Blitz the bumblebee was an adventurous kind of guy. He’d wander further out in the fields than his fellow bumblebees. Now he’d seen these huge black caterpillars (trains) spewing out lots of grey and black clouds passing his fields before. Now Blitz, despite his big size, could fly very fast. But these caterpillars zoomed past him, leaving him in a whirlwind spiral as he tried to get back into control.

So one sunny morning, he decided to test his limits. He waited for one of these caterpillars, and when he heard their telltale “choo choo” from a distance, he started flying as fast as he could in the direction where the caterpillar would move. When the caterpillar moved close to his level, Blitz simply flew to the head of the caterpillar and hung on.

*What a thrill!* The wind was howling around him and the scenery was speeding past him. Then Blitz wondered where the caterpillar was going. So, using the caterpillar’s speed as initial momentum, Blitz took off.

*To his surprise, he flew even faster than the caterpillar!* So Blitz shot straight ahead. After some time, Blitz was starting to worry where he’s going, when he heard the “choo choo” coming from in front of him. Before he realised it, he bounced off another caterpillar. Somehow Blitz survived the bounce and flew, out of instinct, back in the direction where he came from.
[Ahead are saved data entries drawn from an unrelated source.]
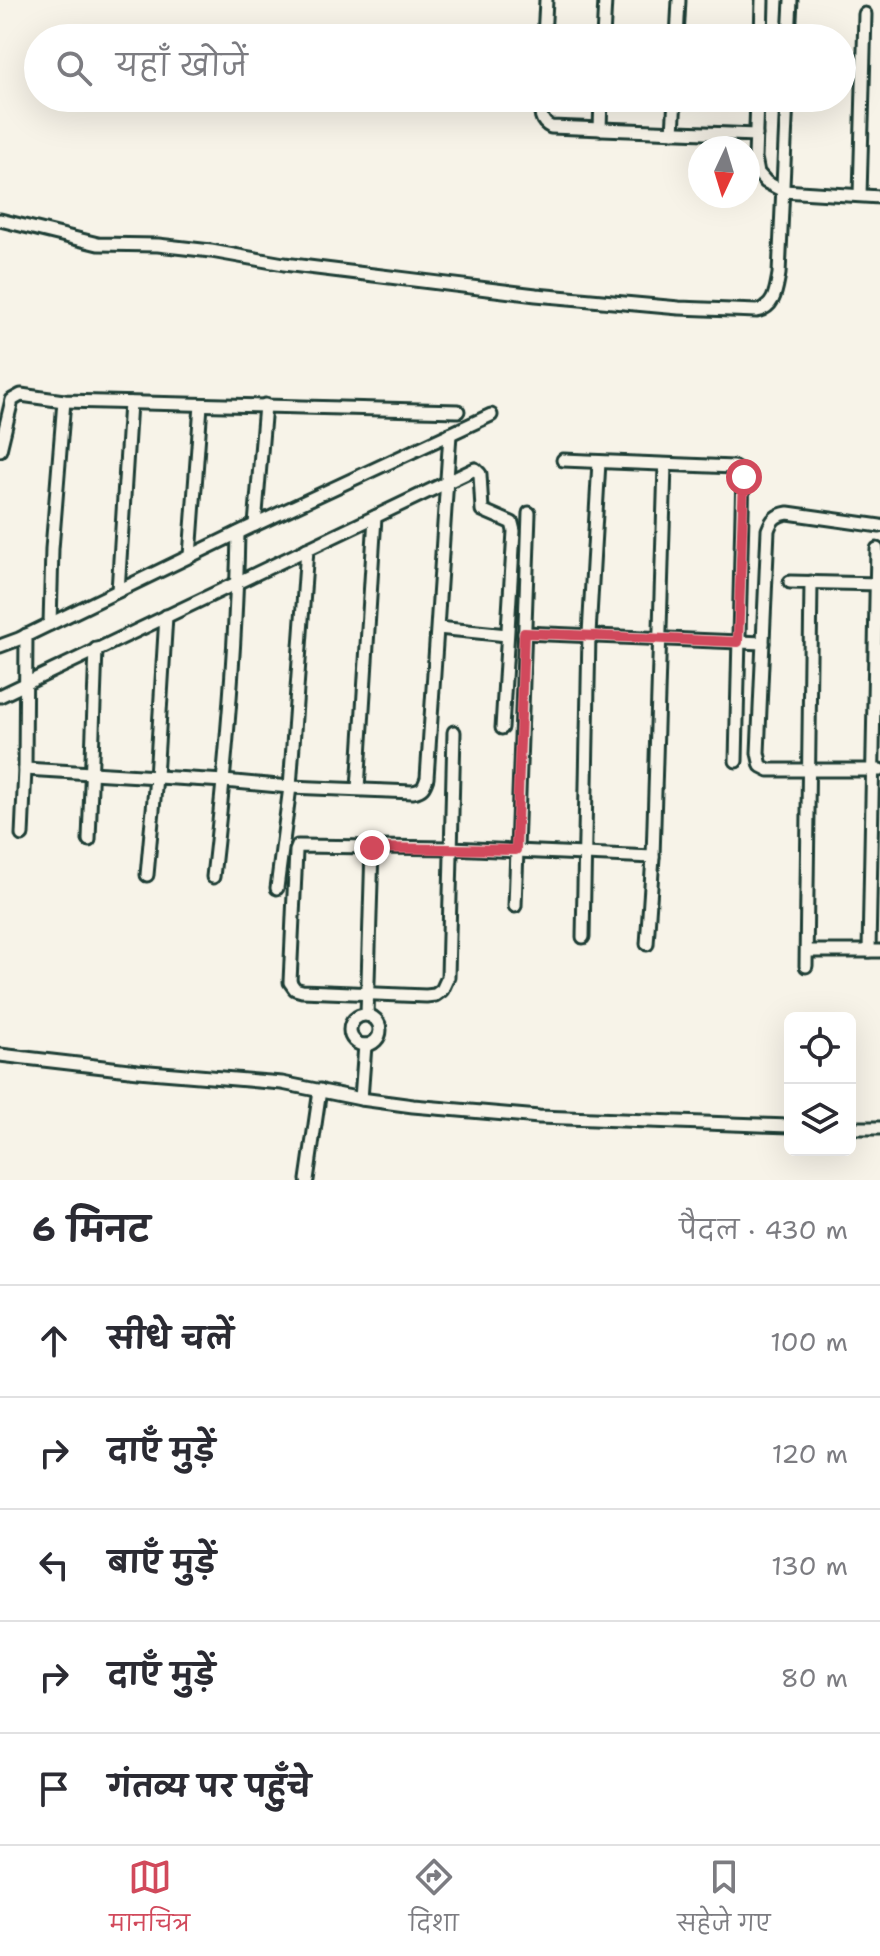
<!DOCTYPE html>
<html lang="hi">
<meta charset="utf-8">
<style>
body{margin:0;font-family:"Shantell Sans","Playpen Sans Deva",sans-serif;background:#f7f7f7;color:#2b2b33}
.controls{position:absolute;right:24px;bottom:24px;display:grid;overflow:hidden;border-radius:12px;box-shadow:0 8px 32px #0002}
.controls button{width:72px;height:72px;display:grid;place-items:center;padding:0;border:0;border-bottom:2px solid #e1e1e2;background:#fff;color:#2b2b33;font:40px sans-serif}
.compass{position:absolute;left:688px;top:136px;width:72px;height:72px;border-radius:50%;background:#fff;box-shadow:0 8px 32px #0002;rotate:184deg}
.stop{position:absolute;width:24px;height:24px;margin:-18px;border:6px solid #d1495b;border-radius:50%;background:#fff}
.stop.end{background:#d1495b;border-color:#fff;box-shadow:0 2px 8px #0008}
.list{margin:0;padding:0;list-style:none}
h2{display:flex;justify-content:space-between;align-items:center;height:104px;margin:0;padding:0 32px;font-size:34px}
h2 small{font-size:26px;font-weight:400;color:#7c7c81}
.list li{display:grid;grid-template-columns:52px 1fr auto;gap:24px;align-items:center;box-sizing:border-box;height:112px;padding:0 32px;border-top:2px solid #e1e1e2}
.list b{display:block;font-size:30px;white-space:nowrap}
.list em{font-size:26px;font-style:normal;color:#7c7c81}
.icon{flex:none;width:44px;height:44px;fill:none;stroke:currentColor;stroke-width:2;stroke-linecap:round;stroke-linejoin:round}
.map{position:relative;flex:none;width:880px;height:1180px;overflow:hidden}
.search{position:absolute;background:#fff;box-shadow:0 8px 32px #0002;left:24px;right:24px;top:24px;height:88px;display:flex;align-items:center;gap:20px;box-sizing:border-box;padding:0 28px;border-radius:44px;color:#7c7c81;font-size:30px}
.sheet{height:664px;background:#fff}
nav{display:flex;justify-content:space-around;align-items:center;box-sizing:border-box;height:112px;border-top:2px solid #e1e1e2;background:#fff;font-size:22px;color:#7c7c81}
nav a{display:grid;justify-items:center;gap:4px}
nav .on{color:#d1495b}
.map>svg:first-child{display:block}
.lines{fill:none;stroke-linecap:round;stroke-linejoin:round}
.minor-casing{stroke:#1f3d34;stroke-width:17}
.minor{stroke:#f7f3e8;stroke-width:11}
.route{stroke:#d1495b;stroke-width:10}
</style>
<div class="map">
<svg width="880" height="1180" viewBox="0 0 880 1180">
<rect width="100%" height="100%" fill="#f7f3e8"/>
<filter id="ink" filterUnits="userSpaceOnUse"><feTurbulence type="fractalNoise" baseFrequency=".0125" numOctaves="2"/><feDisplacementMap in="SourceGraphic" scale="16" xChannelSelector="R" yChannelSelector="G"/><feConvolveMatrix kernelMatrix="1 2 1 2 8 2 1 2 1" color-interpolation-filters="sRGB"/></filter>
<g filter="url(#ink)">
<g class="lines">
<g class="minor-casing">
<g id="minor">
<polyline points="544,38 546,0"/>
<polyline points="603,38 605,0"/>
<polyline points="677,38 679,0"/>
<polyline points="761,38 762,0"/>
<polyline points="789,38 791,0"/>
<path d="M542 98C541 110 538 121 551 127L756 135"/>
<polyline points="757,98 755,158 758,173 766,182 783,191 880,197"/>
<polyline points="600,129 601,98"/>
<polyline points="673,132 675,98"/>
<polyline points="860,195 865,14"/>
<path d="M0 220 98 244 158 245 211 251 284 264 536 295 679 308 757 311C775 307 776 290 779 274L787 98"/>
<polyline points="0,450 12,400 21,395 64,401 458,411"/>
<polyline points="563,460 734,467 743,472 736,761"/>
<polyline points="255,525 265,405"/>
<path d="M880 526 788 513C776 515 772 519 768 530L758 753 761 766 769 770H880"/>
<polyline points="190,556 201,405"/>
<polyline points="790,582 880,584"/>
<polyline points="118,591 130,403"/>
<polyline points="50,624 52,549 64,401"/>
<polyline points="438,628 507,635"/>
<polyline points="524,633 763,643"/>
<polyline points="0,646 19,639 246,529 491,415"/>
<polyline points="0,696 475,469 480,474 482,510 512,523 514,531 502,728"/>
<polyline points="454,732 448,977 442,990 435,995 426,996 302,991 295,989 290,982 296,851 298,846 451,848 653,857"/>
<path d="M25 769 224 781 290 787 413 792C423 790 424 787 427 778L450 434"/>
<polyline points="358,789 375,517"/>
<polyline points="22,835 25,769 26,635"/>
<polyline points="89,840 96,649"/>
<polyline points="147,875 156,777 166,616"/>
<path d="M213 877C226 763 236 648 238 533"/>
<polyline points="277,888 290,787 307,549"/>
<polyline points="515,906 529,513"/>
<polyline points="583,937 589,634 599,462"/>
<polyline points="647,944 653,857 665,465"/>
<polyline points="807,951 880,951"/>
<polyline points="869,951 877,549"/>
<polyline points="806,966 811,582"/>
<circle cx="365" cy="1030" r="15"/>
<polyline points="367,1015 372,848"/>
<polyline points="0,1055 138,1071 282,1083 361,1099 413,1106 539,1117 790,1126"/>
<polyline points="361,1099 365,1045"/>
<polyline points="850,1128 880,1128"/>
<polyline points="307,1180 320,1090"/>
</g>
</g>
<use href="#minor" class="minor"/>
</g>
</g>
<g class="lines" filter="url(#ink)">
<polyline class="route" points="372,848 516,850 524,633 738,642 744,477"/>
</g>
</svg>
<div class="controls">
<button><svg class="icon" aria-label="locate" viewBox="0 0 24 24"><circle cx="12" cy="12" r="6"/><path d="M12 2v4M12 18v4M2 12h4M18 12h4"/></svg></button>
<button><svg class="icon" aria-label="layers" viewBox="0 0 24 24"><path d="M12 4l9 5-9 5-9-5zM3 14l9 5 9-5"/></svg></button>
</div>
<svg class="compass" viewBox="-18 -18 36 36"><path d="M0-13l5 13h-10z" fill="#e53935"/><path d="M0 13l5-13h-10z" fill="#7c7c81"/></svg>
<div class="stop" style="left:744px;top:477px"></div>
<div class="stop end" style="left:372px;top:848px"></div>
<div class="search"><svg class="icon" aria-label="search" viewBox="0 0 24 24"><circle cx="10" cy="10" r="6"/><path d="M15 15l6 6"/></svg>यहाँ खोजें</div>
</div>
<section class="sheet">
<h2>6 मिनट<small>पैदल · 430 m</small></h2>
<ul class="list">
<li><svg class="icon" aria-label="ahead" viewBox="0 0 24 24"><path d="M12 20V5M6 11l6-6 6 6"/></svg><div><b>सीधे चलें</b></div><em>100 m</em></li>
<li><svg class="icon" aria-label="right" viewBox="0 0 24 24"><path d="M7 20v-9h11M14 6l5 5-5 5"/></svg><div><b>दाएँ मुड़ें</b></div><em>120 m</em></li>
<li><svg class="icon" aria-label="left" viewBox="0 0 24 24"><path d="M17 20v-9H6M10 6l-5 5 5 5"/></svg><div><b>बाएँ मुड़ें</b></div><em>130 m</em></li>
<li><svg class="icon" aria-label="right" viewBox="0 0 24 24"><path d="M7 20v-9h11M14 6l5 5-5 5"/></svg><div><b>दाएँ मुड़ें</b></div><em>80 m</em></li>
<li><svg class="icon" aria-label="arrive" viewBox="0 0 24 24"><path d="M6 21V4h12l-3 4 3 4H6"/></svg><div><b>गंतव्य पर पहुँचे</b></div></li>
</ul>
</section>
<nav>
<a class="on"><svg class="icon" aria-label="map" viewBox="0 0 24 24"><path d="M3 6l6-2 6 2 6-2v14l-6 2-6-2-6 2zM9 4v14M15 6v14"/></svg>मानचित्र</a>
<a><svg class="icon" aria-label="directions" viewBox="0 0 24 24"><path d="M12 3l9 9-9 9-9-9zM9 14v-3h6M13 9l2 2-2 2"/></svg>दिशा</a>
<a><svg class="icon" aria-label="saved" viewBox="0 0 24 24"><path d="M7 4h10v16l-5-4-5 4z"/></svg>सहेजे गए</a>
</nav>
“**This is fun!**” Blitz thought. And wondered if he’d meet the first caterpillar again. Sure enough, the first caterpillar appeared, and Blitz bounced off it, and flew towards the second caterpillar. Through this bouncing and flying, it never occurred to Blitz what would happen when the two caterpillars meet.

When the two caterpillars were within sight of each other, Blitz realised that his bounces were getting more frequent. By the time this revelation came, he found he couldn’t stop nor get out of the bouncing cycle anymore.

“*They’re gonna crash! I’m too young to die!*”

And Blitz promptly fainted, while the two caterpillars amazingly brushed past each other and continued on their merry way…

The end.

**The real math problem**

Alright, *maybe *the original problem wasn’t phrased like that, so I’ll give you the short version.

There are two trains running at 45km/h in opposite directions towards each other on two separate (straight) tracks. Assume for the discussion that the difference caused by the separate tracks is negligible. A bumblebee is positioned at the head of the first train. When the trains are 90km apart, the bumblebee flies at 60km/h towards the second train. When the bumblebee meets the second train, it returns and flies back towards the first train. It continues to fly back and forth in this manner until the two trains meet. **What is the distance covered by the bumblebee?**

I wrote down tons of calculations and numbers. I scrutinised my work and finally found a relationship between the numbers. Then I used mathematical induction to convince myself that the relationship can be written in the form of a geometric progression. The ratio of the geometric progression turned out to be less than 1, so that simplified the equation further. And the answer was … **60km**.

Immediately after I got this answer, I found that since the time taken for the two trains to meet is 1 hour (time = distance / speed = 90km / (45km/h + 45km/h)), it also means the bumblebee only flew for 1 hour. With the speed of 60km/h, flying for 1 hour means a distance of 60km covered. I spent about an hour or so and a couple of pieces of paper to figure this out…

Moral of the story? Sometimes, it’s better to think through a problem instead of jumping on the first solution that pops up in your head.